Data for this exercise -

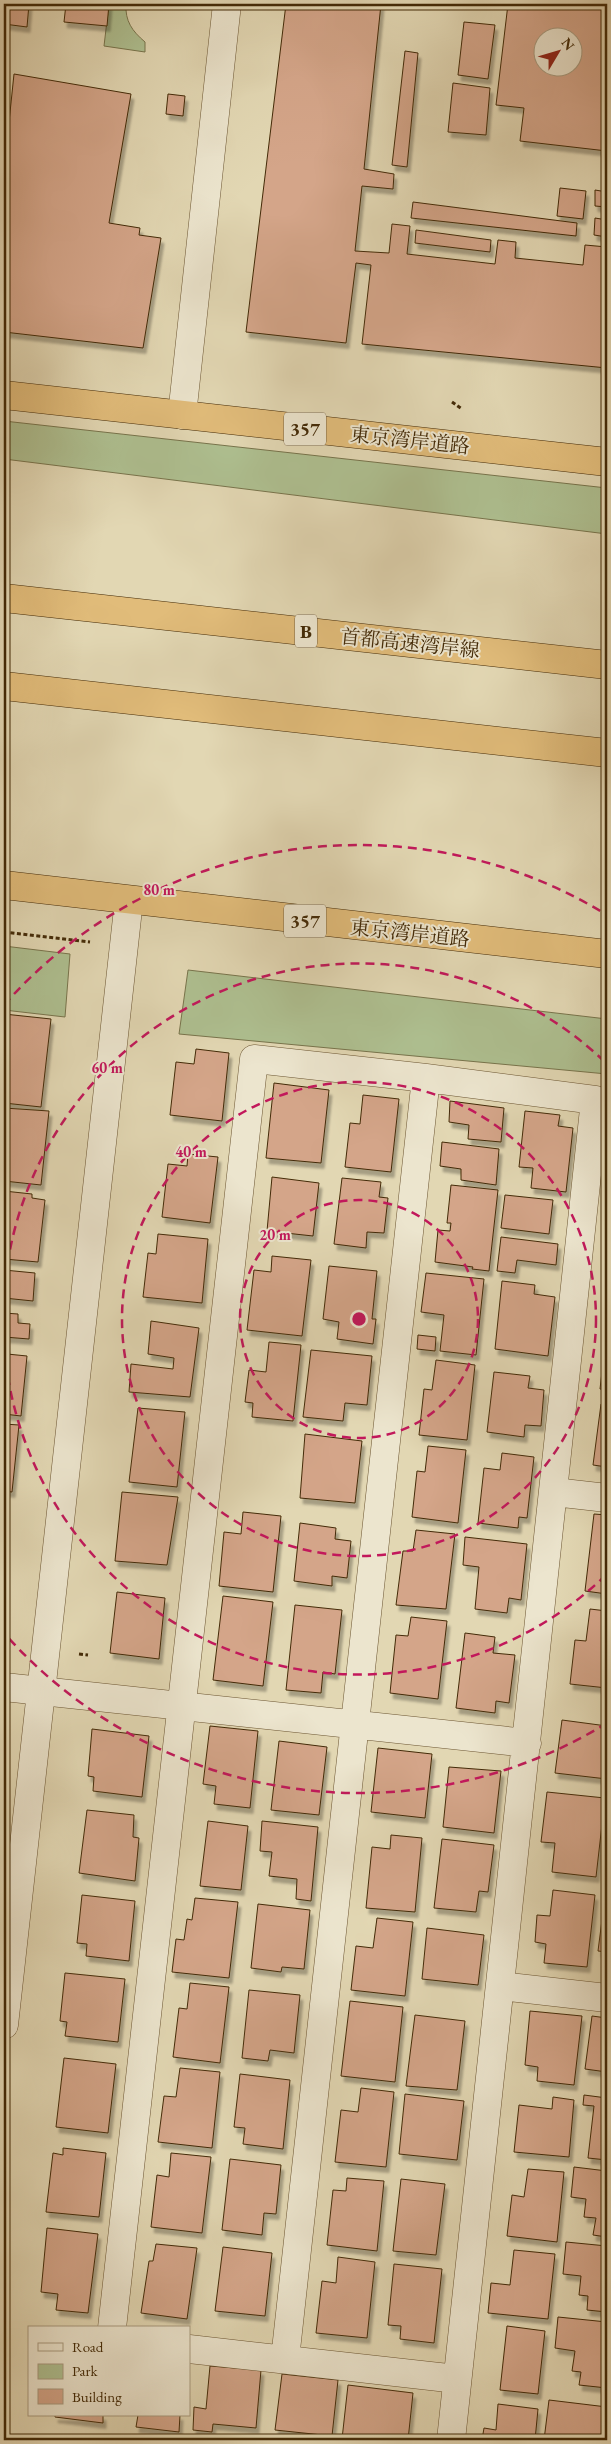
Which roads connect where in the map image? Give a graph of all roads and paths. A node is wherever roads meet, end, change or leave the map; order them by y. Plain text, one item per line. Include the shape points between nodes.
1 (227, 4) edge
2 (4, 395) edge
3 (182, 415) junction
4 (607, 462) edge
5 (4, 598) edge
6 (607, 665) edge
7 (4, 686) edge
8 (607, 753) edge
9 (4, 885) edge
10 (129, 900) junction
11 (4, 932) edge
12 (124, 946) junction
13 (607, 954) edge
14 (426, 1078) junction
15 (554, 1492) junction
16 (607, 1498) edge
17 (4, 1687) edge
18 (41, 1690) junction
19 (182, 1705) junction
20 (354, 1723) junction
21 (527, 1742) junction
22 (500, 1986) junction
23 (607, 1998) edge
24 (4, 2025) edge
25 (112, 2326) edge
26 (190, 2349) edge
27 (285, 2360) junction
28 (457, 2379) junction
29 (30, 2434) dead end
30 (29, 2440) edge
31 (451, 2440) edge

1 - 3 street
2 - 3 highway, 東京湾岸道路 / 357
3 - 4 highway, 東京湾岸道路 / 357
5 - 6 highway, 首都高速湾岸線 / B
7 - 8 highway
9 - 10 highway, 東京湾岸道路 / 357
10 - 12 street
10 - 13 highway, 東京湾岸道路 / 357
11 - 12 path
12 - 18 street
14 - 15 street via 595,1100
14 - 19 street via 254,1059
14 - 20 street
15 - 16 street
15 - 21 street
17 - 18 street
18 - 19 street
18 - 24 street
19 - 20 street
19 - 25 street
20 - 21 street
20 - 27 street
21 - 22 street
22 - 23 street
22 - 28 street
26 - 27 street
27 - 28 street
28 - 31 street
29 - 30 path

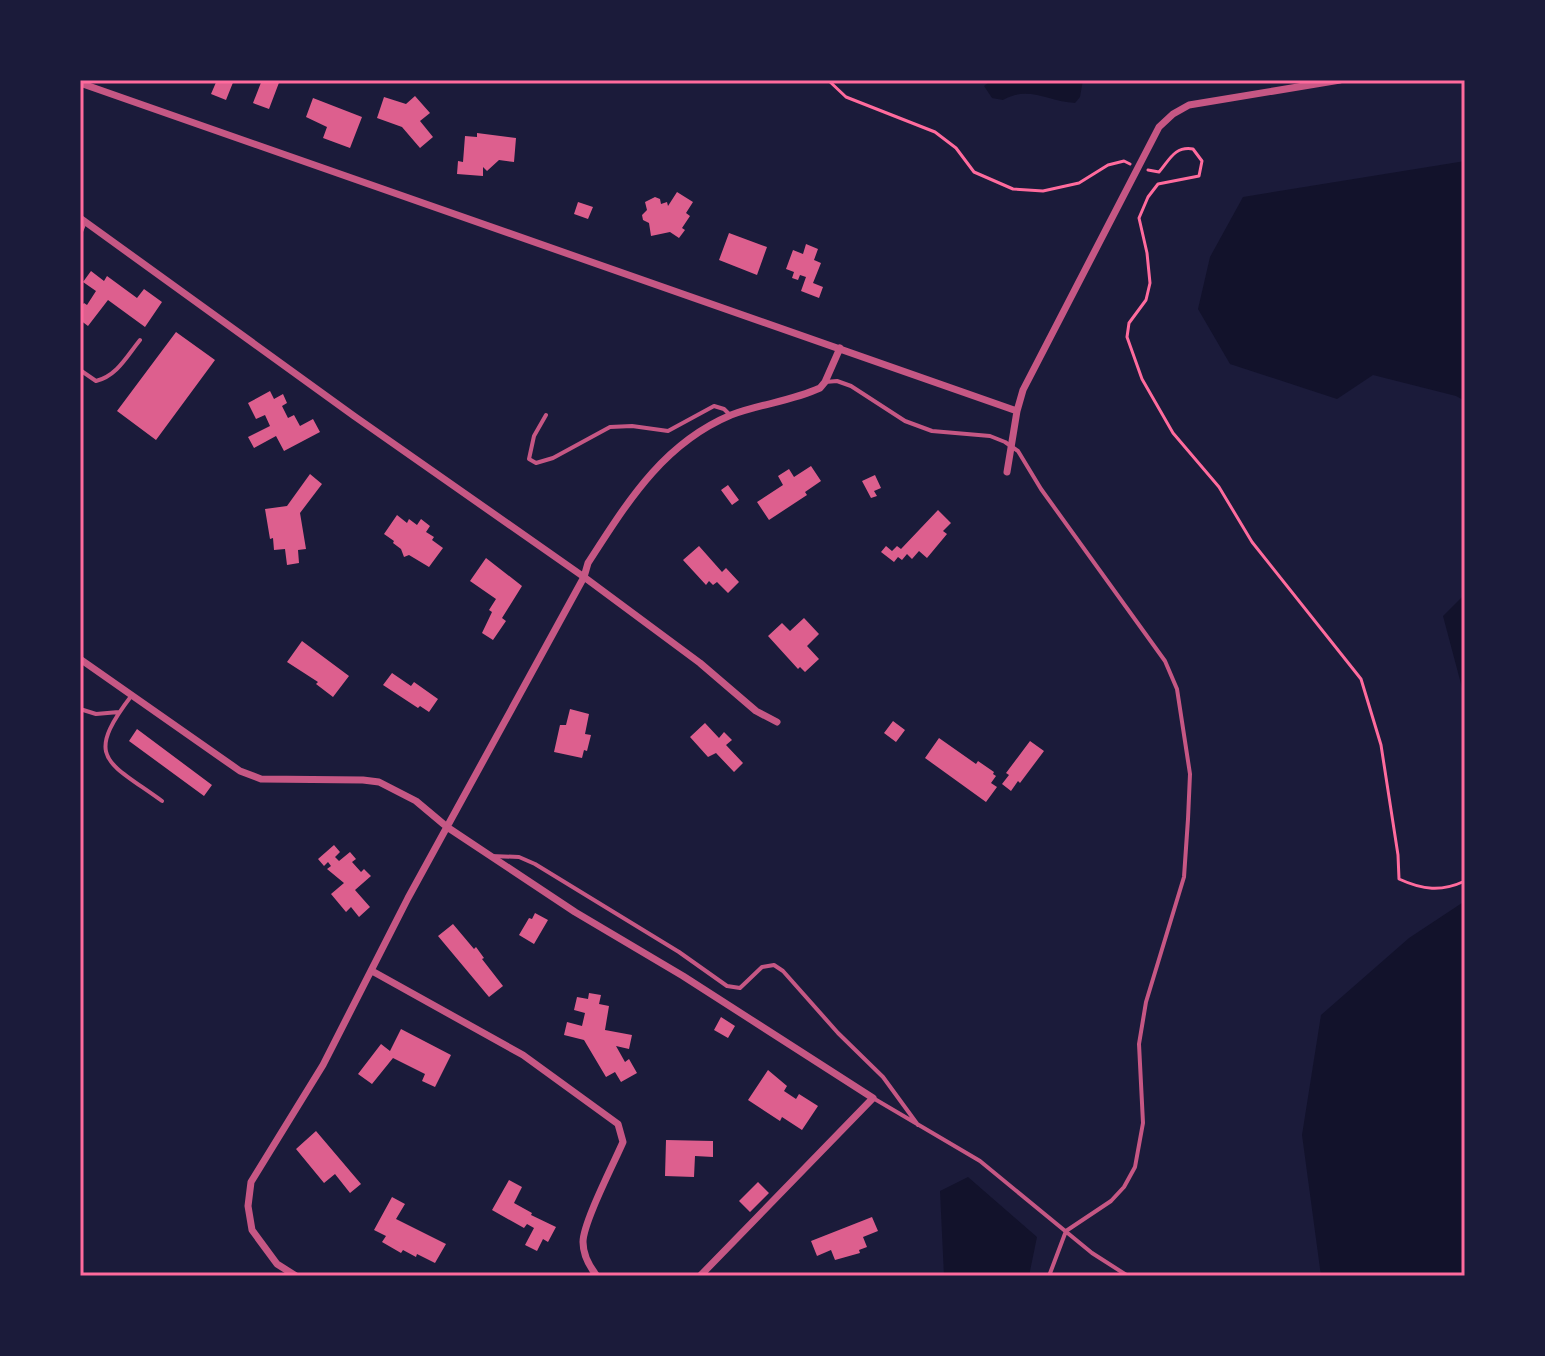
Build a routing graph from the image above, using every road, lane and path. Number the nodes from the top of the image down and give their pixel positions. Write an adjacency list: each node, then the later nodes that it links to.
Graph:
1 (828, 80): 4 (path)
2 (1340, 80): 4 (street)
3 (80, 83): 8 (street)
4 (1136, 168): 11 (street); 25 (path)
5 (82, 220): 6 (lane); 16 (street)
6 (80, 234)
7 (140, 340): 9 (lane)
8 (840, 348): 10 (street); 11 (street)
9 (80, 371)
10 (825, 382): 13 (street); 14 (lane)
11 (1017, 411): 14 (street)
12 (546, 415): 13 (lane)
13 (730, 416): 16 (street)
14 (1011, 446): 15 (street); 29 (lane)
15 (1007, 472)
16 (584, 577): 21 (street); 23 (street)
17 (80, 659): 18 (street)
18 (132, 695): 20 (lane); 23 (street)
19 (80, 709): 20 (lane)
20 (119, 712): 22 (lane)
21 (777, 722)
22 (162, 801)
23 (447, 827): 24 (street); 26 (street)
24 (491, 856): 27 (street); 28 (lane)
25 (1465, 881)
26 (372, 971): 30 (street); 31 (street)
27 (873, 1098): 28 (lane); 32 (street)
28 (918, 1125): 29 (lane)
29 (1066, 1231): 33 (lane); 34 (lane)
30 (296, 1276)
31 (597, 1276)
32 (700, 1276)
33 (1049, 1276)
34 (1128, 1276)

Prompt -
Once the pictures are set aside, reproduce the records in full and exactly.

Answer box -
Which roads connect where in the map image? Give a graph of all roads and paths. A node is wherever roads meet, end, change or leave the map; order them by y. Plain text, one item per line. Include the shape points between nodes.
1 (227, 4) edge
2 (4, 395) edge
3 (182, 415) junction
4 (607, 462) edge
5 (4, 598) edge
6 (607, 665) edge
7 (4, 686) edge
8 (607, 753) edge
9 (4, 885) edge
10 (129, 900) junction
11 (4, 932) edge
12 (124, 946) junction
13 (607, 954) edge
14 (426, 1078) junction
15 (554, 1492) junction
16 (607, 1498) edge
17 (4, 1687) edge
18 (41, 1690) junction
19 (182, 1705) junction
20 (354, 1723) junction
21 (527, 1742) junction
22 (500, 1986) junction
23 (607, 1998) edge
24 (4, 2025) edge
25 (112, 2326) edge
26 (190, 2349) edge
27 (285, 2360) junction
28 (457, 2379) junction
29 (30, 2434) dead end
30 (29, 2440) edge
31 (451, 2440) edge

1 - 3 street
2 - 3 highway, 東京湾岸道路 / 357
3 - 4 highway, 東京湾岸道路 / 357
5 - 6 highway, 首都高速湾岸線 / B
7 - 8 highway
9 - 10 highway, 東京湾岸道路 / 357
10 - 12 street
10 - 13 highway, 東京湾岸道路 / 357
11 - 12 path
12 - 18 street
14 - 15 street via 595,1100
14 - 19 street via 254,1059
14 - 20 street
15 - 16 street
15 - 21 street
17 - 18 street
18 - 19 street
18 - 24 street
19 - 20 street
19 - 25 street
20 - 21 street
20 - 27 street
21 - 22 street
22 - 23 street
22 - 28 street
26 - 27 street
27 - 28 street
28 - 31 street
29 - 30 path

Build a routing graph from the image above, using every road, lane and path. Number the nodes from the top of the image down and give their pixel positions. Write an adjacency list: each node, then the later nodes that it links to.
Graph:
1 (828, 80): 4 (path)
2 (1340, 80): 4 (street)
3 (80, 83): 8 (street)
4 (1136, 168): 11 (street); 25 (path)
5 (82, 220): 6 (lane); 16 (street)
6 (80, 234)
7 (140, 340): 9 (lane)
8 (840, 348): 10 (street); 11 (street)
9 (80, 371)
10 (825, 382): 13 (street); 14 (lane)
11 (1017, 411): 14 (street)
12 (546, 415): 13 (lane)
13 (730, 416): 16 (street)
14 (1011, 446): 15 (street); 29 (lane)
15 (1007, 472)
16 (584, 577): 21 (street); 23 (street)
17 (80, 659): 18 (street)
18 (132, 695): 20 (lane); 23 (street)
19 (80, 709): 20 (lane)
20 (119, 712): 22 (lane)
21 (777, 722)
22 (162, 801)
23 (447, 827): 24 (street); 26 (street)
24 (491, 856): 27 (street); 28 (lane)
25 (1465, 881)
26 (372, 971): 30 (street); 31 (street)
27 (873, 1098): 28 (lane); 32 (street)
28 (918, 1125): 29 (lane)
29 (1066, 1231): 33 (lane); 34 (lane)
30 (296, 1276)
31 (597, 1276)
32 (700, 1276)
33 (1049, 1276)
34 (1128, 1276)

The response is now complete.